**TASK INPUTS:**
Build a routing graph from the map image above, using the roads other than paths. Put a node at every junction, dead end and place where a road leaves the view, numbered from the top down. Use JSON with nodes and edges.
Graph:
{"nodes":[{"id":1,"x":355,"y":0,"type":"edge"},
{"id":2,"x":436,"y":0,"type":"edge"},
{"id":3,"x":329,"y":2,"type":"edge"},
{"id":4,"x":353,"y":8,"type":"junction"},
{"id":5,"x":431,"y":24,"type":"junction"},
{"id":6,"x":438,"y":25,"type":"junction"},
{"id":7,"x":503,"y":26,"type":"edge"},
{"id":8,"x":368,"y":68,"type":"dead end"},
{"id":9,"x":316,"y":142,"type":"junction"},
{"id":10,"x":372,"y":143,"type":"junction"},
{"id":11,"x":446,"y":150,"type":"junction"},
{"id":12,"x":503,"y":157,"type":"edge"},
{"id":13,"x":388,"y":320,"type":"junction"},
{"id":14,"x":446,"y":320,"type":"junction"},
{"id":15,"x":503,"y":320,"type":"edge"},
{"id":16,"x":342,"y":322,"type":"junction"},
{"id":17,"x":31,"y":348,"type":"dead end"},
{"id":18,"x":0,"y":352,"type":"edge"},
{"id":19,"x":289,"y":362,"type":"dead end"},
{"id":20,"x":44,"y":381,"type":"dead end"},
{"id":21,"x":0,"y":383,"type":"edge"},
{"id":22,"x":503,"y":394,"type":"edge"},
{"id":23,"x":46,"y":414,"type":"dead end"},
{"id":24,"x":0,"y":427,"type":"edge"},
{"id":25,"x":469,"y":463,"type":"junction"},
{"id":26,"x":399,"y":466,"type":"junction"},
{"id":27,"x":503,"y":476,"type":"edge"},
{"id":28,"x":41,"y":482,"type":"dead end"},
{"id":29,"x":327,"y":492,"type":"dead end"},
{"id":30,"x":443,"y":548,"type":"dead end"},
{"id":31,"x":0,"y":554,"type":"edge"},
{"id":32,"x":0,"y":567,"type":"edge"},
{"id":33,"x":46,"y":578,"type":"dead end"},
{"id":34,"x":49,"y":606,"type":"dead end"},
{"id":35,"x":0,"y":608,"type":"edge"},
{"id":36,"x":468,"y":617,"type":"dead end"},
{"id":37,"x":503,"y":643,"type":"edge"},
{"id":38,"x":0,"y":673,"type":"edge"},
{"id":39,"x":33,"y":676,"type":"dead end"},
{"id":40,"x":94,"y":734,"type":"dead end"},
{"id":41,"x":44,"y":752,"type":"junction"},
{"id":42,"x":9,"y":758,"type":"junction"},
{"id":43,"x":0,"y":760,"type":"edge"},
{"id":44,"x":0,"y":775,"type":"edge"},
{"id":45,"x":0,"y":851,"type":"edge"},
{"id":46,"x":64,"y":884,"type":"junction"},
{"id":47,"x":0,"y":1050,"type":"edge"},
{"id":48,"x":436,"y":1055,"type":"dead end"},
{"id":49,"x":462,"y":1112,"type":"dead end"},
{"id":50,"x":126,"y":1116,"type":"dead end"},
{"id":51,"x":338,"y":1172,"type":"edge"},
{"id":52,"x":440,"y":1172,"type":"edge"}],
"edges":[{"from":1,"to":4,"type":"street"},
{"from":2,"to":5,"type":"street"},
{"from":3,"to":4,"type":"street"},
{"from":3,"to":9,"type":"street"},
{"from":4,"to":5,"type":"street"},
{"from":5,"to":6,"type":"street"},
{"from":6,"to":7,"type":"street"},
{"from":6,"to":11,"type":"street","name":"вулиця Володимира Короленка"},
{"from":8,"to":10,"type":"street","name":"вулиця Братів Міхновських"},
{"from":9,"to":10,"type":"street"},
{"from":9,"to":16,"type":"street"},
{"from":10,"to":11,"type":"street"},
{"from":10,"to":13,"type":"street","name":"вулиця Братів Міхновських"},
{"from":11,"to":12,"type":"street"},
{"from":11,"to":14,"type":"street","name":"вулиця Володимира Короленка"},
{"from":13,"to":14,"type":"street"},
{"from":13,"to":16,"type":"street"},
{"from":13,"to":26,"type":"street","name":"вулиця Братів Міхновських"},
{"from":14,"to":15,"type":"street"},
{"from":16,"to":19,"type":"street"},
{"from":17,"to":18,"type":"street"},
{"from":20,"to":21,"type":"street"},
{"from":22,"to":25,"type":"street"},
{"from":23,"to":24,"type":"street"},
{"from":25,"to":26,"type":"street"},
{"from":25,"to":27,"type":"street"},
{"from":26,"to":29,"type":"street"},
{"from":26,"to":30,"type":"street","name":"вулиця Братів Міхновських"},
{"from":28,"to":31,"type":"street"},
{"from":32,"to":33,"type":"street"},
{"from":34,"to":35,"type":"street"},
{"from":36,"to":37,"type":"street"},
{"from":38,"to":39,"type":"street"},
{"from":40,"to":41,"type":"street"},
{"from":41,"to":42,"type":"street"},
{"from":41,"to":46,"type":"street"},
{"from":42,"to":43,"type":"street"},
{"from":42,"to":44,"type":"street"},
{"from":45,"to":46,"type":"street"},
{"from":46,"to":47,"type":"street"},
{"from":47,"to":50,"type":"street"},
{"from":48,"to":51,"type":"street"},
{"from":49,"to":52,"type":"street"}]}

**WHAT IS NEEDED:** As the exercise requires, copy out the data shown above word for word.

**TASK ANSWER:**
Build a routing graph from the map image above, using the roads other than paths. Put a node at every junction, dead end and place where a road leaves the view, numbered from the top down. Use JSON with nodes and edges.
Graph:
{"nodes":[{"id":1,"x":355,"y":0,"type":"edge"},
{"id":2,"x":436,"y":0,"type":"edge"},
{"id":3,"x":329,"y":2,"type":"edge"},
{"id":4,"x":353,"y":8,"type":"junction"},
{"id":5,"x":431,"y":24,"type":"junction"},
{"id":6,"x":438,"y":25,"type":"junction"},
{"id":7,"x":503,"y":26,"type":"edge"},
{"id":8,"x":368,"y":68,"type":"dead end"},
{"id":9,"x":316,"y":142,"type":"junction"},
{"id":10,"x":372,"y":143,"type":"junction"},
{"id":11,"x":446,"y":150,"type":"junction"},
{"id":12,"x":503,"y":157,"type":"edge"},
{"id":13,"x":388,"y":320,"type":"junction"},
{"id":14,"x":446,"y":320,"type":"junction"},
{"id":15,"x":503,"y":320,"type":"edge"},
{"id":16,"x":342,"y":322,"type":"junction"},
{"id":17,"x":31,"y":348,"type":"dead end"},
{"id":18,"x":0,"y":352,"type":"edge"},
{"id":19,"x":289,"y":362,"type":"dead end"},
{"id":20,"x":44,"y":381,"type":"dead end"},
{"id":21,"x":0,"y":383,"type":"edge"},
{"id":22,"x":503,"y":394,"type":"edge"},
{"id":23,"x":46,"y":414,"type":"dead end"},
{"id":24,"x":0,"y":427,"type":"edge"},
{"id":25,"x":469,"y":463,"type":"junction"},
{"id":26,"x":399,"y":466,"type":"junction"},
{"id":27,"x":503,"y":476,"type":"edge"},
{"id":28,"x":41,"y":482,"type":"dead end"},
{"id":29,"x":327,"y":492,"type":"dead end"},
{"id":30,"x":443,"y":548,"type":"dead end"},
{"id":31,"x":0,"y":554,"type":"edge"},
{"id":32,"x":0,"y":567,"type":"edge"},
{"id":33,"x":46,"y":578,"type":"dead end"},
{"id":34,"x":49,"y":606,"type":"dead end"},
{"id":35,"x":0,"y":608,"type":"edge"},
{"id":36,"x":468,"y":617,"type":"dead end"},
{"id":37,"x":503,"y":643,"type":"edge"},
{"id":38,"x":0,"y":673,"type":"edge"},
{"id":39,"x":33,"y":676,"type":"dead end"},
{"id":40,"x":94,"y":734,"type":"dead end"},
{"id":41,"x":44,"y":752,"type":"junction"},
{"id":42,"x":9,"y":758,"type":"junction"},
{"id":43,"x":0,"y":760,"type":"edge"},
{"id":44,"x":0,"y":775,"type":"edge"},
{"id":45,"x":0,"y":851,"type":"edge"},
{"id":46,"x":64,"y":884,"type":"junction"},
{"id":47,"x":0,"y":1050,"type":"edge"},
{"id":48,"x":436,"y":1055,"type":"dead end"},
{"id":49,"x":462,"y":1112,"type":"dead end"},
{"id":50,"x":126,"y":1116,"type":"dead end"},
{"id":51,"x":338,"y":1172,"type":"edge"},
{"id":52,"x":440,"y":1172,"type":"edge"}],
"edges":[{"from":1,"to":4,"type":"street"},
{"from":2,"to":5,"type":"street"},
{"from":3,"to":4,"type":"street"},
{"from":3,"to":9,"type":"street"},
{"from":4,"to":5,"type":"street"},
{"from":5,"to":6,"type":"street"},
{"from":6,"to":7,"type":"street"},
{"from":6,"to":11,"type":"street","name":"вулиця Володимира Короленка"},
{"from":8,"to":10,"type":"street","name":"вулиця Братів Міхновських"},
{"from":9,"to":10,"type":"street"},
{"from":9,"to":16,"type":"street"},
{"from":10,"to":11,"type":"street"},
{"from":10,"to":13,"type":"street","name":"вулиця Братів Міхновських"},
{"from":11,"to":12,"type":"street"},
{"from":11,"to":14,"type":"street","name":"вулиця Володимира Короленка"},
{"from":13,"to":14,"type":"street"},
{"from":13,"to":16,"type":"street"},
{"from":13,"to":26,"type":"street","name":"вулиця Братів Міхновських"},
{"from":14,"to":15,"type":"street"},
{"from":16,"to":19,"type":"street"},
{"from":17,"to":18,"type":"street"},
{"from":20,"to":21,"type":"street"},
{"from":22,"to":25,"type":"street"},
{"from":23,"to":24,"type":"street"},
{"from":25,"to":26,"type":"street"},
{"from":25,"to":27,"type":"street"},
{"from":26,"to":29,"type":"street"},
{"from":26,"to":30,"type":"street","name":"вулиця Братів Міхновських"},
{"from":28,"to":31,"type":"street"},
{"from":32,"to":33,"type":"street"},
{"from":34,"to":35,"type":"street"},
{"from":36,"to":37,"type":"street"},
{"from":38,"to":39,"type":"street"},
{"from":40,"to":41,"type":"street"},
{"from":41,"to":42,"type":"street"},
{"from":41,"to":46,"type":"street"},
{"from":42,"to":43,"type":"street"},
{"from":42,"to":44,"type":"street"},
{"from":45,"to":46,"type":"street"},
{"from":46,"to":47,"type":"street"},
{"from":47,"to":50,"type":"street"},
{"from":48,"to":51,"type":"street"},
{"from":49,"to":52,"type":"street"}]}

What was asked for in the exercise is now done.